Network Types: Language Support for Messaging in the Heterogeneous Networks
Last updated 16 December 2004 |
Development of network communication in a homogeneous sensor network
environment is straightforward as the nodes can share message layouts
simply by letting the compiler lay out messages in an arbitrary
fashion and using the same executable code on all nodes. But in a
heterogeneous network environment, this simple approach does not work,
as different processors may have different representations or
alignment requirements for basic types: |
One approach to solve this problem is to manually insert marshalling/unmarshalling routines to convert values between network and host representations in each protocol layer. A TinyOS component can call these functions just after receiving from, and just before sending the packets. However, doing so has a few disadvantages. First, the code may not be portable as C provides few guarantees as to data structure layout. This portability problem can be avoided by using only arrays of characters addressed via constant offsets, but this makes code unreadable and hard to maintain. Second, adding the manual conversion functions is a tedious and error-prone process |
Network types, our extension to nesC for platform-independent
networking, address the issue of portability, heterogeneity, and
maintenability. Using network types the programmer defines a simple
data structure using syntax very similar to
existing C type declarations, which matches the packet layout, and just
accesses it like a regular C type. The compiler ensures that this type has
the same representation on all platforms and generates any necessary
conversion code.
Network types have no alignment restrictions, network structures contain no padding, and the network base types use a 2's complement, little-endian representation.

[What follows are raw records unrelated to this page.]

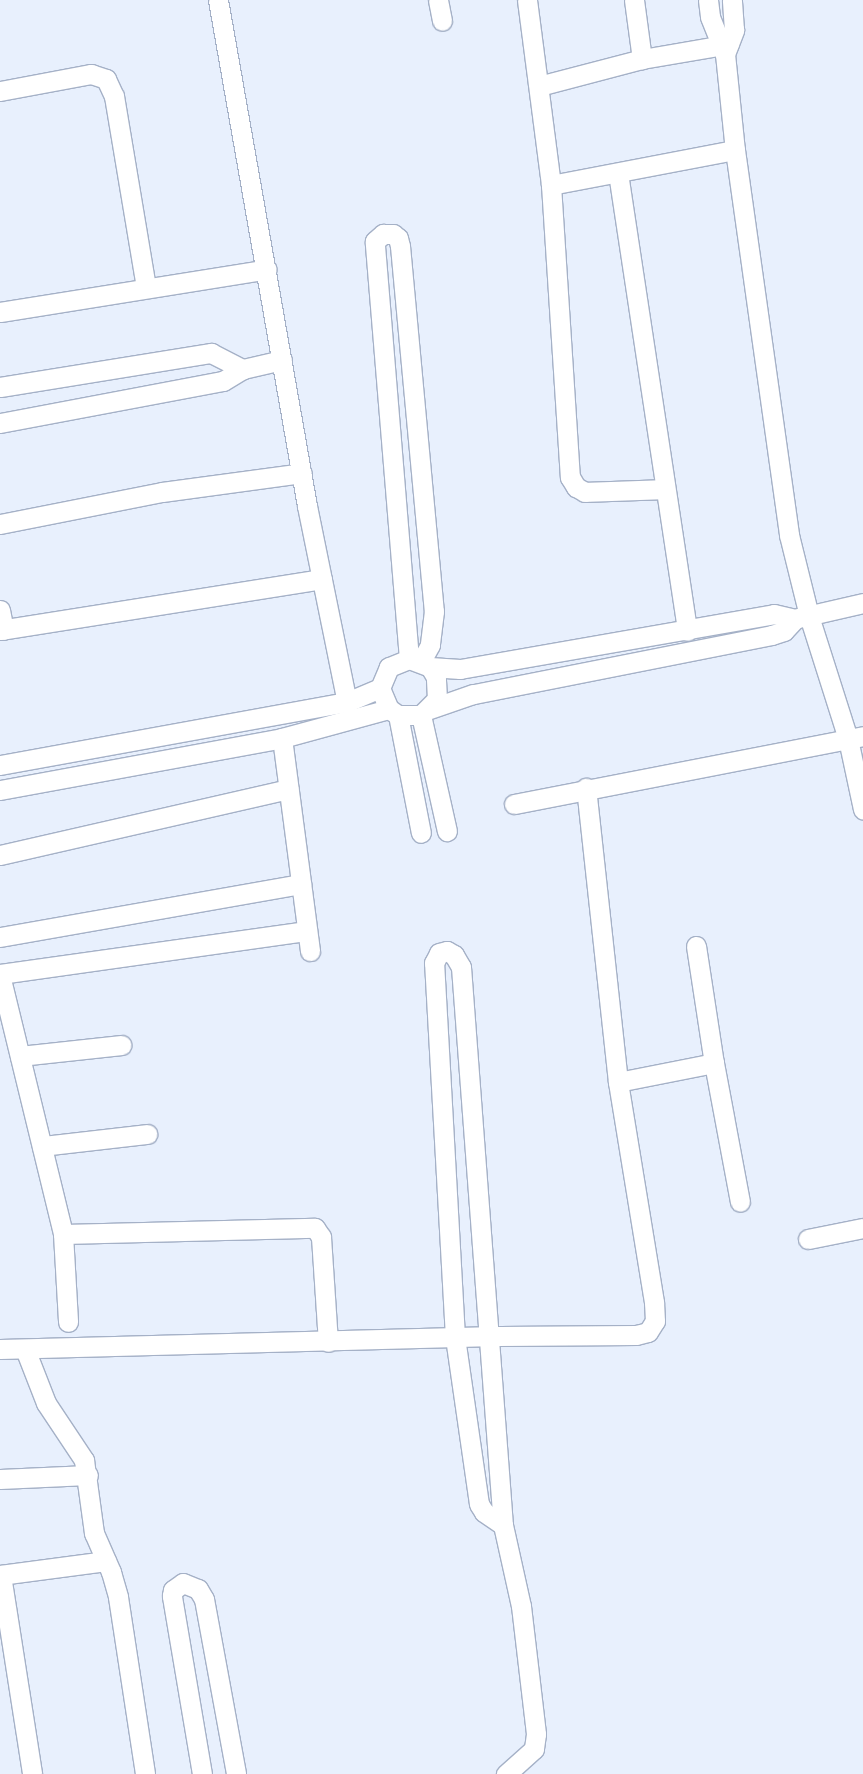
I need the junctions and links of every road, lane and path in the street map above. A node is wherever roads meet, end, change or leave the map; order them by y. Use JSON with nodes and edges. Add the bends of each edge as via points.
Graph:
{"nodes":[{"id":1,"x":218,"y":0,"type":"edge"},
{"id":2,"x":438,"y":0,"type":"edge"},
{"id":3,"x":527,"y":0,"type":"edge"},
{"id":4,"x":634,"y":0,"type":"edge"},
{"id":5,"x":708,"y":0,"type":"edge"},
{"id":6,"x":732,"y":0,"type":"edge"},
{"id":7,"x":442,"y":21,"type":"dead end"},
{"id":8,"x":724,"y":47,"type":"junction"},
{"id":9,"x":642,"y":59,"type":"junction"},
{"id":10,"x":539,"y":86,"type":"junction"},
{"id":11,"x":0,"y":91,"type":"edge"},
{"id":12,"x":735,"y":150,"type":"junction"},
{"id":13,"x":618,"y":173,"type":"junction"},
{"id":14,"x":551,"y":185,"type":"junction"},
{"id":15,"x":267,"y":269,"type":"junction"},
{"id":16,"x":146,"y":287,"type":"junction"},
{"id":17,"x":0,"y":312,"type":"edge"},
{"id":18,"x":282,"y":360,"type":"junction"},
{"id":19,"x":243,"y":369,"type":"junction"},
{"id":20,"x":0,"y":387,"type":"edge"},
{"id":21,"x":0,"y":423,"type":"edge"},
{"id":22,"x":302,"y":473,"type":"junction"},
{"id":23,"x":665,"y":490,"type":"junction"},
{"id":24,"x":0,"y":524,"type":"edge"},
{"id":25,"x":322,"y":579,"type":"junction"},
{"id":26,"x":863,"y":604,"type":"edge"},
{"id":27,"x":0,"y":610,"type":"edge"},
{"id":28,"x":802,"y":618,"type":"junction"},
{"id":29,"x":2,"y":630,"type":"edge"},
{"id":30,"x":687,"y":631,"type":"junction"},
{"id":31,"x":420,"y":662,"type":"junction"},
{"id":32,"x":380,"y":688,"type":"junction"},
{"id":33,"x":347,"y":702,"type":"junction"},
{"id":34,"x":393,"y":712,"type":"junction"},
{"id":35,"x":426,"y":712,"type":"junction"},
{"id":36,"x":282,"y":738,"type":"junction"},
{"id":37,"x":856,"y":738,"type":"edge"},
{"id":38,"x":0,"y":765,"type":"edge"},
{"id":39,"x":288,"y":788,"type":"junction"},
{"id":40,"x":586,"y":788,"type":"junction"},
{"id":41,"x":0,"y":790,"type":"edge"},
{"id":42,"x":514,"y":804,"type":"dead end"},
{"id":43,"x":863,"y":809,"type":"edge"},
{"id":44,"x":447,"y":831,"type":"dead end"},
{"id":45,"x":421,"y":833,"type":"dead end"},
{"id":46,"x":0,"y":855,"type":"edge"},
{"id":47,"x":301,"y":884,"type":"junction"},
{"id":48,"x":307,"y":931,"type":"junction"},
{"id":49,"x":0,"y":937,"type":"edge"},
{"id":50,"x":696,"y":946,"type":"dead end"},
{"id":51,"x":310,"y":951,"type":"dead end"},
{"id":52,"x":0,"y":974,"type":"edge"},
{"id":53,"x":122,"y":1045,"type":"dead end"},
{"id":54,"x":20,"y":1056,"type":"junction"},
{"id":55,"x":714,"y":1063,"type":"junction"},
{"id":56,"x":618,"y":1082,"type":"junction"},
{"id":57,"x":147,"y":1134,"type":"dead end"},
{"id":58,"x":42,"y":1146,"type":"junction"},
{"id":59,"x":740,"y":1202,"type":"dead end"},
{"id":60,"x":863,"y":1228,"type":"edge"},
{"id":61,"x":63,"y":1234,"type":"junction"},
{"id":62,"x":808,"y":1239,"type":"dead end"},
{"id":63,"x":68,"y":1322,"type":"dead end"},
{"id":64,"x":486,"y":1336,"type":"junction"},
{"id":65,"x":455,"y":1337,"type":"junction"},
{"id":66,"x":328,"y":1342,"type":"junction"},
{"id":67,"x":0,"y":1349,"type":"edge"},
{"id":68,"x":24,"y":1349,"type":"junction"},
{"id":69,"x":88,"y":1475,"type":"junction"},
{"id":70,"x":0,"y":1478,"type":"edge"},
{"id":71,"x":503,"y":1525,"type":"junction"},
{"id":72,"x":106,"y":1560,"type":"junction"},
{"id":73,"x":0,"y":1575,"type":"edge"},
{"id":74,"x":522,"y":1768,"type":"edge"},
{"id":75,"x":32,"y":1774,"type":"edge"},
{"id":76,"x":145,"y":1774,"type":"edge"},
{"id":77,"x":202,"y":1774,"type":"edge"},
{"id":78,"x":236,"y":1774,"type":"edge"},
{"id":79,"x":506,"y":1774,"type":"edge"}],
"edges":[{"from":1,"to":15,"type":"street"},
{"from":2,"to":7,"type":"street"},
{"from":3,"to":10,"type":"street"},
{"from":4,"to":9,"type":"street"},
{"from":5,"to":8,"type":"street"},
{"from":6,"to":8,"type":"street","via":[[734,19]]},
{"from":8,"to":9,"type":"street"},
{"from":8,"to":12,"type":"street"},
{"from":9,"to":10,"type":"street"},
{"from":10,"to":14,"type":"street"},
{"from":11,"to":16,"type":"street","via":[[91,74],[106,79],[114,96]]},
{"from":12,"to":13,"type":"street"},
{"from":12,"to":28,"type":"street"},
{"from":13,"to":14,"type":"street"},
{"from":13,"to":23,"type":"street"},
{"from":14,"to":23,"type":"street","via":[[570,476],[576,487],[585,492]]},
{"from":15,"to":16,"type":"street"},
{"from":15,"to":18,"type":"street"},
{"from":16,"to":17,"type":"street"},
{"from":18,"to":19,"type":"street"},
{"from":18,"to":22,"type":"street"},
{"from":19,"to":20,"type":"street","via":[[211,352]]},
{"from":19,"to":21,"type":"street","via":[[223,381]]},
{"from":22,"to":24,"type":"street","via":[[162,492]]},
{"from":22,"to":25,"type":"street"},
{"from":23,"to":30,"type":"street"},
{"from":25,"to":29,"type":"street"},
{"from":25,"to":33,"type":"street"},
{"from":26,"to":28,"type":"street"},
{"from":27,"to":29,"type":"street"},
{"from":28,"to":30,"type":"street","via":[[774,614]]},
{"from":28,"to":35,"type":"street","via":[[772,635],[473,694]]},
{"from":28,"to":37,"type":"street"},
{"from":30,"to":31,"type":"street","via":[[460,669]]},
{"from":31,"to":31,"type":"street","via":[[376,241],[383,234],[393,234],[400,246],[434,611],[430,645]]},
{"from":31,"to":32,"type":"street","via":[[389,667]]},
{"from":31,"to":35,"type":"street","via":[[439,688]]},
{"from":32,"to":33,"type":"street"},
{"from":32,"to":34,"type":"street"},
{"from":33,"to":38,"type":"street"},
{"from":34,"to":35,"type":"street"},
{"from":34,"to":36,"type":"street"},
{"from":34,"to":45,"type":"street"},
{"from":35,"to":44,"type":"street"},
{"from":36,"to":39,"type":"street"},
{"from":36,"to":41,"type":"street"},
{"from":37,"to":40,"type":"street"},
{"from":37,"to":43,"type":"street"},
{"from":39,"to":46,"type":"street"},
{"from":39,"to":47,"type":"street"},
{"from":40,"to":42,"type":"street"},
{"from":40,"to":56,"type":"street"},
{"from":47,"to":48,"type":"street"},
{"from":47,"to":49,"type":"street"},
{"from":48,"to":51,"type":"street"},
{"from":48,"to":52,"type":"street"},
{"from":50,"to":55,"type":"street"},
{"from":52,"to":54,"type":"street"},
{"from":53,"to":54,"type":"street"},
{"from":54,"to":58,"type":"street"},
{"from":55,"to":56,"type":"street"},
{"from":55,"to":59,"type":"street"},
{"from":56,"to":64,"type":"street","via":[[655,1321],[648,1332],[636,1336]]},
{"from":57,"to":58,"type":"street"},
{"from":58,"to":61,"type":"street"},
{"from":60,"to":62,"type":"street"},
{"from":61,"to":63,"type":"street"},
{"from":61,"to":66,"type":"street","via":[[315,1228],[321,1238]]},
{"from":64,"to":65,"type":"street"},
{"from":64,"to":65,"type":"street","via":[[461,967],[454,955],[447,951],[439,953],[434,964]]},
{"from":64,"to":71,"type":"street"},
{"from":65,"to":66,"type":"street"},
{"from":65,"to":71,"type":"street","via":[[479,1504],[484,1512]]},
{"from":66,"to":68,"type":"street"},
{"from":67,"to":68,"type":"street"},
{"from":68,"to":69,"type":"street","via":[[46,1403],[78,1448]]},
{"from":69,"to":70,"type":"street"},
{"from":69,"to":72,"type":"street","via":[[94,1534]]},
{"from":71,"to":74,"type":"street","via":[[521,1606],[536,1734],[534,1749]]},
{"from":72,"to":73,"type":"street"},
{"from":72,"to":76,"type":"street","via":[[118,1597]]},
{"from":73,"to":75,"type":"street"},
{"from":74,"to":79,"type":"street"},
{"from":77,"to":78,"type":"street","via":[[172,1596],[173,1590],[182,1583],[198,1589],[204,1599]]}]}
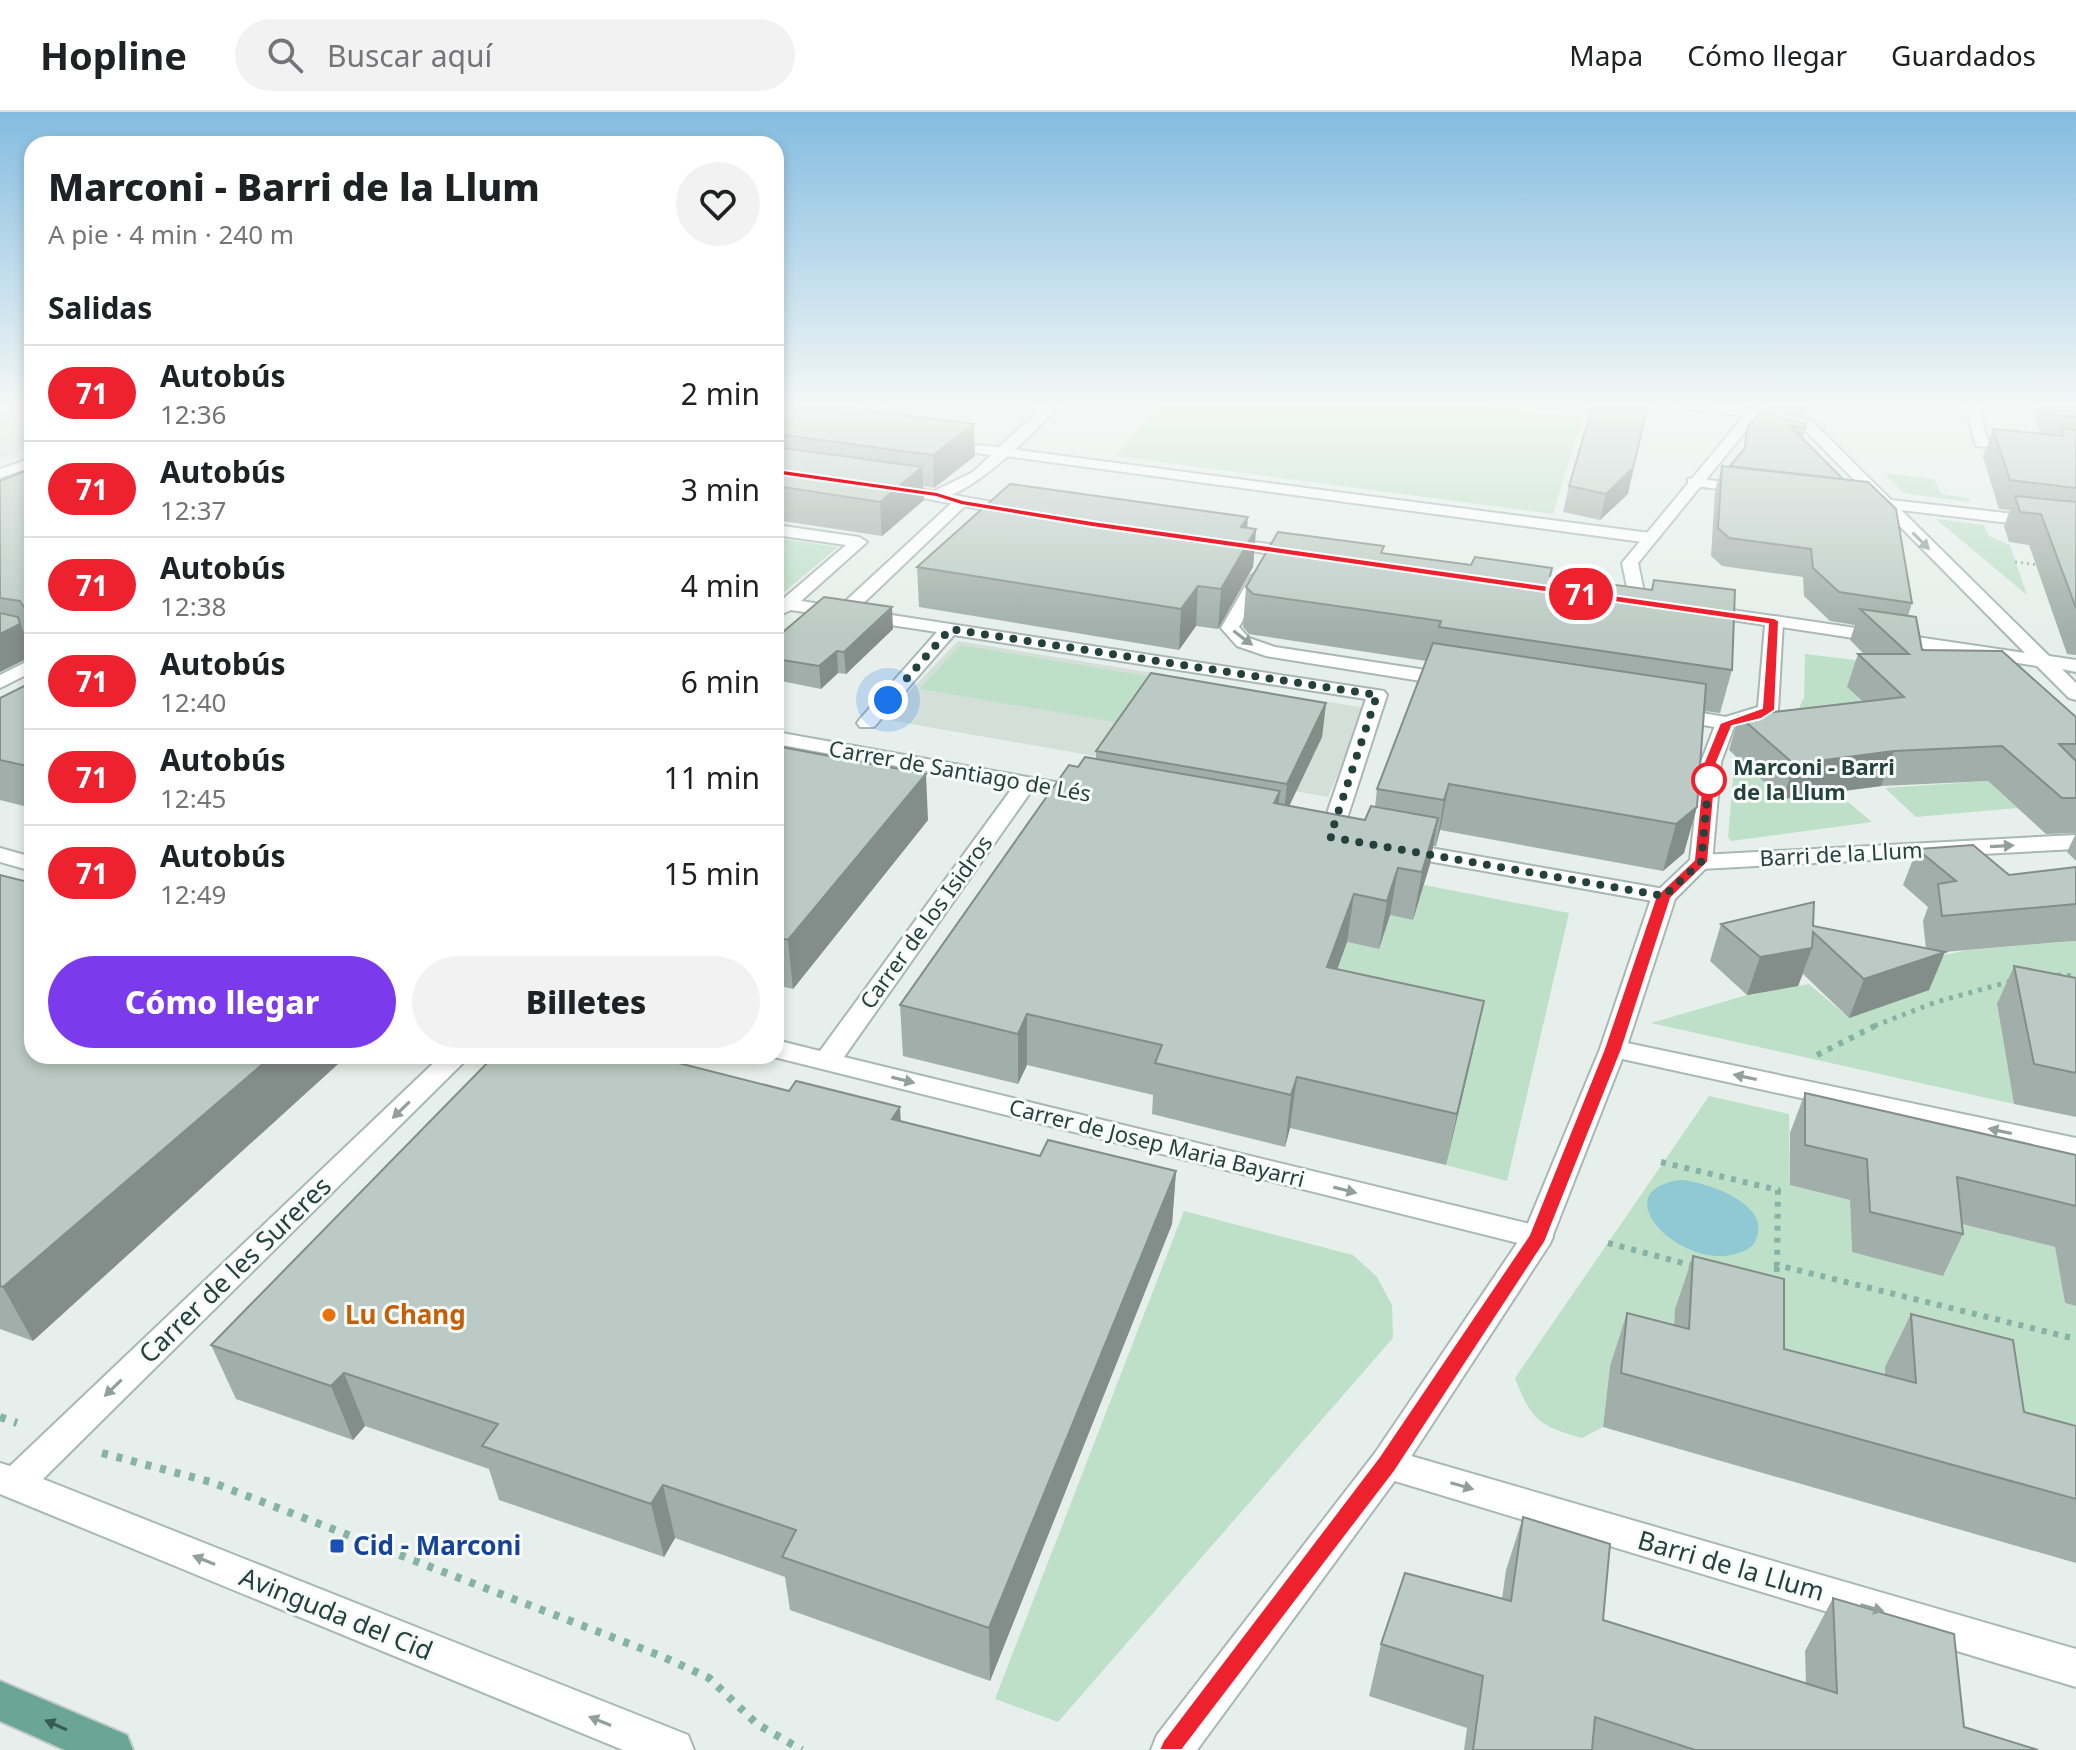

Thus their representation is platform-independent, and any arbitrary section of memory can be accessed via a network type. The endianness of the base types is little-endian for two reasons: all our current platforms are little-endian, and TinyOS does not yet need to support arbitrary existing protocols. Future versions will also include big-endian base types. |
nesC 1.1.3, which includes Network Types, is available from nesC's SourceForge project page.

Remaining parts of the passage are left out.